(Saved entries)
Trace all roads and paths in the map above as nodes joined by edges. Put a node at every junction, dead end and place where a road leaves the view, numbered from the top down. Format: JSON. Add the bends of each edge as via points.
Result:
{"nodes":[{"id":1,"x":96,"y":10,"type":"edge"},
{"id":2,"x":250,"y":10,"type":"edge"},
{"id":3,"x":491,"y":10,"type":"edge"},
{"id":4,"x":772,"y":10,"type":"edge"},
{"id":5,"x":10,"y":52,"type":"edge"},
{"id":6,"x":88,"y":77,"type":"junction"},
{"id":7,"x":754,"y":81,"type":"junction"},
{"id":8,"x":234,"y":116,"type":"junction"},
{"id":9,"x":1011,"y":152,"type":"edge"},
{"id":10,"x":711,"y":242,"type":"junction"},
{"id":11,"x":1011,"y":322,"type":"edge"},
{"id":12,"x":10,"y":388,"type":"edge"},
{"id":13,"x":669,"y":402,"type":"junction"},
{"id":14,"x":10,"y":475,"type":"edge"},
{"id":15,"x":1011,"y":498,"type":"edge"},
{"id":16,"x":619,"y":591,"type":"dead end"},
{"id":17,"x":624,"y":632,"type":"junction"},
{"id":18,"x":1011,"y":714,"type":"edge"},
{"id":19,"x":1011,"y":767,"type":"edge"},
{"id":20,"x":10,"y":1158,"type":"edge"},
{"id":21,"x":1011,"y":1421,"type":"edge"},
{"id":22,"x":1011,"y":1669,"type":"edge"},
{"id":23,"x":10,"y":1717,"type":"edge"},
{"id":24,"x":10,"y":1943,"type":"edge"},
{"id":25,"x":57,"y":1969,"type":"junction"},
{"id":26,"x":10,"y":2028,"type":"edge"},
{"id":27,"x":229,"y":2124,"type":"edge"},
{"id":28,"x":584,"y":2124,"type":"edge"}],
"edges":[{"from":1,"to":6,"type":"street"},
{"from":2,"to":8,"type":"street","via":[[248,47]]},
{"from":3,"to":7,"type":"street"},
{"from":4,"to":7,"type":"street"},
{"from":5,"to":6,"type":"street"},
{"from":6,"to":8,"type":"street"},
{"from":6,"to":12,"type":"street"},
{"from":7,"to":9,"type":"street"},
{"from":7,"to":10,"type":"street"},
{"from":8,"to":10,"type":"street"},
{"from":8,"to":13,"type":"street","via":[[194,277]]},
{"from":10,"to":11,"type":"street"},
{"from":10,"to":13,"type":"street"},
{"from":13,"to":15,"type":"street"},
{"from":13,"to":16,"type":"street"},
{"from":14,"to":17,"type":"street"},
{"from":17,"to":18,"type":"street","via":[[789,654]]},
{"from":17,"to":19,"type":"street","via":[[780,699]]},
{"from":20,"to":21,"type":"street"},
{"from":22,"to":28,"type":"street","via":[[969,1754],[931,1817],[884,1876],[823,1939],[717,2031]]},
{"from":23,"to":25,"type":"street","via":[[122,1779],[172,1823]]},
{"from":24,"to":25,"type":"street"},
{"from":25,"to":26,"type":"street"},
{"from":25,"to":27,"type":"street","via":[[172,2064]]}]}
* * *
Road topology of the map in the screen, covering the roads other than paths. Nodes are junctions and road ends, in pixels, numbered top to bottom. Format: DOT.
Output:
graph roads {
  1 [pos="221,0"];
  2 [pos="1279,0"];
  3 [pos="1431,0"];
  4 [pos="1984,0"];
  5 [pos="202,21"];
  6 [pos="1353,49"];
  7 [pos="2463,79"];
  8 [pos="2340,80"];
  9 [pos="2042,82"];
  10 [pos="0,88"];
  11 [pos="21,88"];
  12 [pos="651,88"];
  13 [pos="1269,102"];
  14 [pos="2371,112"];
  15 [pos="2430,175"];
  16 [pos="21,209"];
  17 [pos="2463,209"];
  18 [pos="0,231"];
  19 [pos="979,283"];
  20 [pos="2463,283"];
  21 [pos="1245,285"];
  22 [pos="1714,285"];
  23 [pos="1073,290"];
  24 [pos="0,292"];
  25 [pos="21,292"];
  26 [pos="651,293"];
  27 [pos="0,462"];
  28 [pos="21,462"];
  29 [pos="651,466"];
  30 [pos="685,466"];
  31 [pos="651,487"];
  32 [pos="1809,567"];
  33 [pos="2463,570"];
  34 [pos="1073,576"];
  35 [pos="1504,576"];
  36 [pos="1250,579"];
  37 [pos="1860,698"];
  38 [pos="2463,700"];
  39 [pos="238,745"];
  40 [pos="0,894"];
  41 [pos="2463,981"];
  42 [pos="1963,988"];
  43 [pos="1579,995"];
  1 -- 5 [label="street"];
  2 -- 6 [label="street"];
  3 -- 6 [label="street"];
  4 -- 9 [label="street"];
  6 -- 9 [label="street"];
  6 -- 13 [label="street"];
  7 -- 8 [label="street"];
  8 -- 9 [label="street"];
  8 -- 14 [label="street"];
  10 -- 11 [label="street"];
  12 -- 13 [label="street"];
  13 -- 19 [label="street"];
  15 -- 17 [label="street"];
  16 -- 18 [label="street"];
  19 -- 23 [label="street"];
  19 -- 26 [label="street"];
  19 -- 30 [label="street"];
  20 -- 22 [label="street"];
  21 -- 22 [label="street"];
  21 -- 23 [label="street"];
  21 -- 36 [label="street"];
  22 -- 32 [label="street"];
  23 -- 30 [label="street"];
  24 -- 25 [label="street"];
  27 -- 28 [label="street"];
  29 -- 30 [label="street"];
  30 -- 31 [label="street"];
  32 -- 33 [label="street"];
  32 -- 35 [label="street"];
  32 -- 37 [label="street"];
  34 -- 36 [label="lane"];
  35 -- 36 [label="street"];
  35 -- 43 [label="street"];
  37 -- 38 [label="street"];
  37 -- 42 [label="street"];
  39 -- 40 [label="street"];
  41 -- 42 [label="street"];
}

> _Task_:
Report each line of the data in which "Format" occurs.

> _Answer_:
Trace all roads and paths in the map above as nodes joined by edges. Put a node at every junction, dead end and place where a road leaves the view, numbered from the top down. Format: JSON. Add the bends of each edge as via points.
Road topology of the map in the screen, covering the roads other than paths. Nodes are junctions and road ends, in pixels, numbered top to bottom. Format: DOT.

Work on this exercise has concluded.